Step Five.. With your ruler or yard stick measure down 10 inches from the top (first wire you strung) and repeat step three (running your wire from one sturdy stick to the other). Again step back and see if the wire looks straight. Adjust if needed. Repeat the process of measuring down 10 inches and wiring until you have worked down to the bottom you your trellis. If you like, at the bottom most rung of your trellis, add another rung, spaced less than ten inches if you want. That rung will make it easier for your plant to start climbing up your trellis. The next photo shows one of my trellises.
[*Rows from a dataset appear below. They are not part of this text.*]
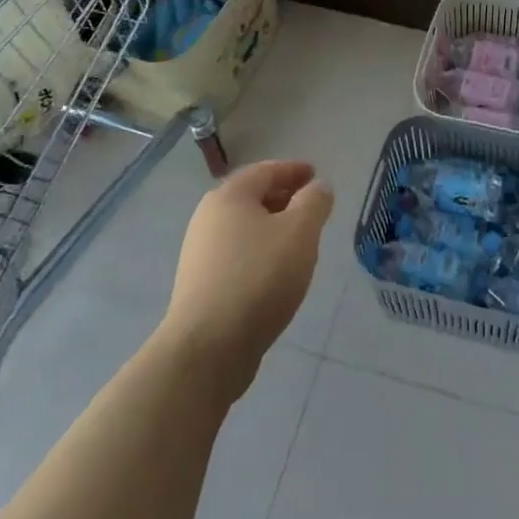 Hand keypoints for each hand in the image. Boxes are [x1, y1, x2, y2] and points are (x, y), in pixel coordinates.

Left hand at [162, 159, 332, 399]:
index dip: (294, 170)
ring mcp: (200, 253)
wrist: (208, 348)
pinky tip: (277, 270)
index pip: (266, 170)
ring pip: (244, 227)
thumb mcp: (300, 232)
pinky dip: (260, 250)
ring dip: (272, 226)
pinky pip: (238, 253)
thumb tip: (318, 187)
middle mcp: (208, 218)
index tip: (316, 174)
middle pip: (252, 197)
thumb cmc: (259, 277)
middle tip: (311, 205)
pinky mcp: (201, 284)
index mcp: (229, 196)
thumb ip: (314, 202)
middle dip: (283, 197)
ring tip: (299, 239) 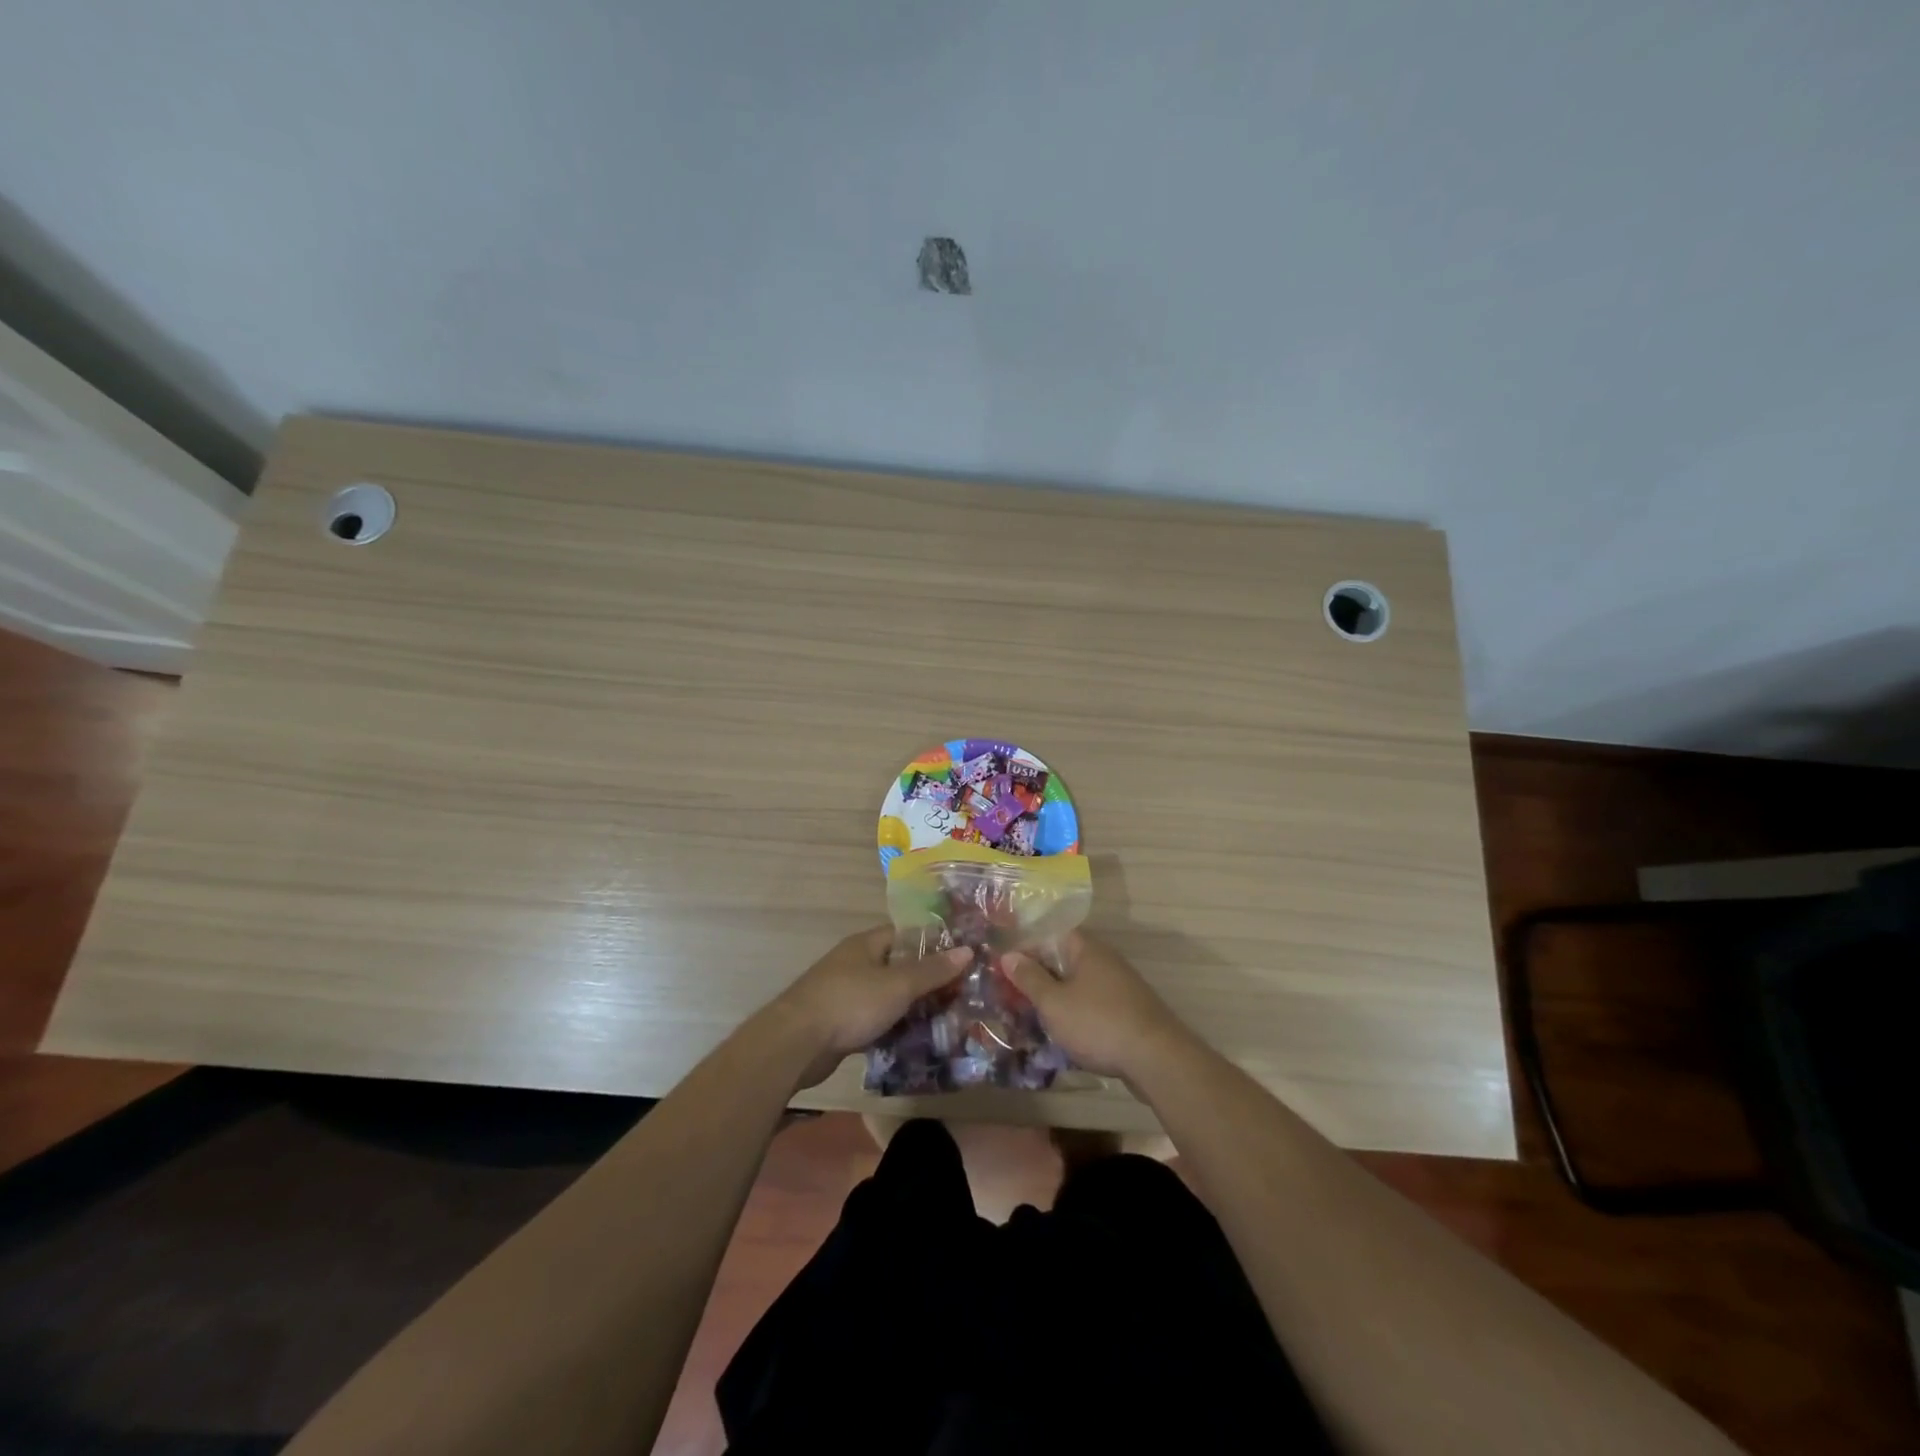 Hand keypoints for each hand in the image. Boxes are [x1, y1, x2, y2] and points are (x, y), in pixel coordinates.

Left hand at [775, 926, 970, 1088]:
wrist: (796, 1044)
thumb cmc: (850, 1003)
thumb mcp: (898, 985)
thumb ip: (932, 970)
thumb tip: (966, 950)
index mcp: (865, 945)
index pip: (904, 934)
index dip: (932, 943)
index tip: (960, 957)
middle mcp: (854, 964)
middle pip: (897, 967)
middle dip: (926, 980)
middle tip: (960, 994)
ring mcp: (844, 995)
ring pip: (886, 997)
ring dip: (911, 1008)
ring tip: (946, 1020)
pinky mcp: (839, 1025)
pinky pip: (874, 1022)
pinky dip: (892, 1029)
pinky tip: (915, 1043)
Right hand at [1004, 931, 1185, 1080]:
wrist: (1157, 1059)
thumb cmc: (1098, 1024)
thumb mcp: (1054, 1003)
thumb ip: (1030, 978)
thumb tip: (1008, 955)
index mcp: (1086, 949)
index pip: (1050, 934)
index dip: (1025, 947)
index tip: (1003, 966)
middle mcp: (1104, 960)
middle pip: (1063, 958)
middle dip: (1037, 974)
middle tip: (1011, 993)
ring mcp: (1119, 986)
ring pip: (1077, 983)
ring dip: (1055, 995)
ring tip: (1030, 1014)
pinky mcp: (1127, 1011)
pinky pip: (1092, 1003)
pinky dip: (1074, 1012)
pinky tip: (1062, 1031) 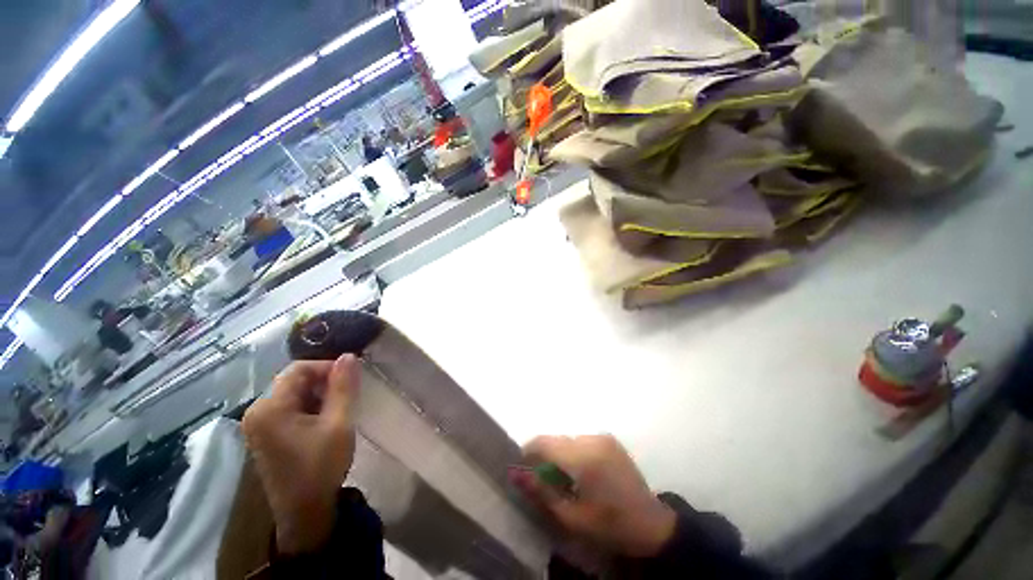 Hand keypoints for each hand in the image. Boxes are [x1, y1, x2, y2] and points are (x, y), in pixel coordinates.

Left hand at [242, 355, 359, 554]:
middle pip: (294, 380)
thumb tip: (348, 356)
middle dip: (324, 382)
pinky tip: (325, 421)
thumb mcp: (339, 423)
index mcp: (269, 408)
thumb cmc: (321, 467)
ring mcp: (258, 424)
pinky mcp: (265, 434)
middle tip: (348, 395)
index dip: (327, 367)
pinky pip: (289, 408)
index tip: (351, 378)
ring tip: (339, 409)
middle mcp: (257, 411)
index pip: (299, 369)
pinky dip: (310, 407)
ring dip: (319, 395)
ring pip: (293, 393)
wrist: (304, 513)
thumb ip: (343, 387)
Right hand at [512, 435, 675, 557]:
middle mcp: (592, 440)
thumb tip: (516, 473)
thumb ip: (542, 492)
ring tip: (563, 478)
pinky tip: (580, 472)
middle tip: (543, 478)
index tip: (521, 466)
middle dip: (545, 454)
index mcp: (584, 458)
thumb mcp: (572, 517)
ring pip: (568, 439)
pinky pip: (581, 440)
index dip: (529, 451)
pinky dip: (573, 452)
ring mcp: (603, 437)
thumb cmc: (610, 526)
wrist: (652, 524)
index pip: (545, 442)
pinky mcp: (610, 439)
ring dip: (560, 453)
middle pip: (556, 439)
Trellises for Morning Glory Vines..Supplies Needed
2 Eight Foot Long Sturdy Sticks
2 four-foot long bamboo garden stakes (available at garden centers everywhere and some big box retail stores with garden centers)
Twisted Jute Twine (natural or green toned)
1/4 inch wide sisal rope (optional)
26 Gauge florist wire
a ruler or yard stick
a step ladder if needed
Step One.. Figure out how wide you want your morning glory support trellis to be; I like mine 36 inches wide.
Step Two.. Hammer the two sturdy sticks into the ground one foot to eighteen inches so your trellis is stable.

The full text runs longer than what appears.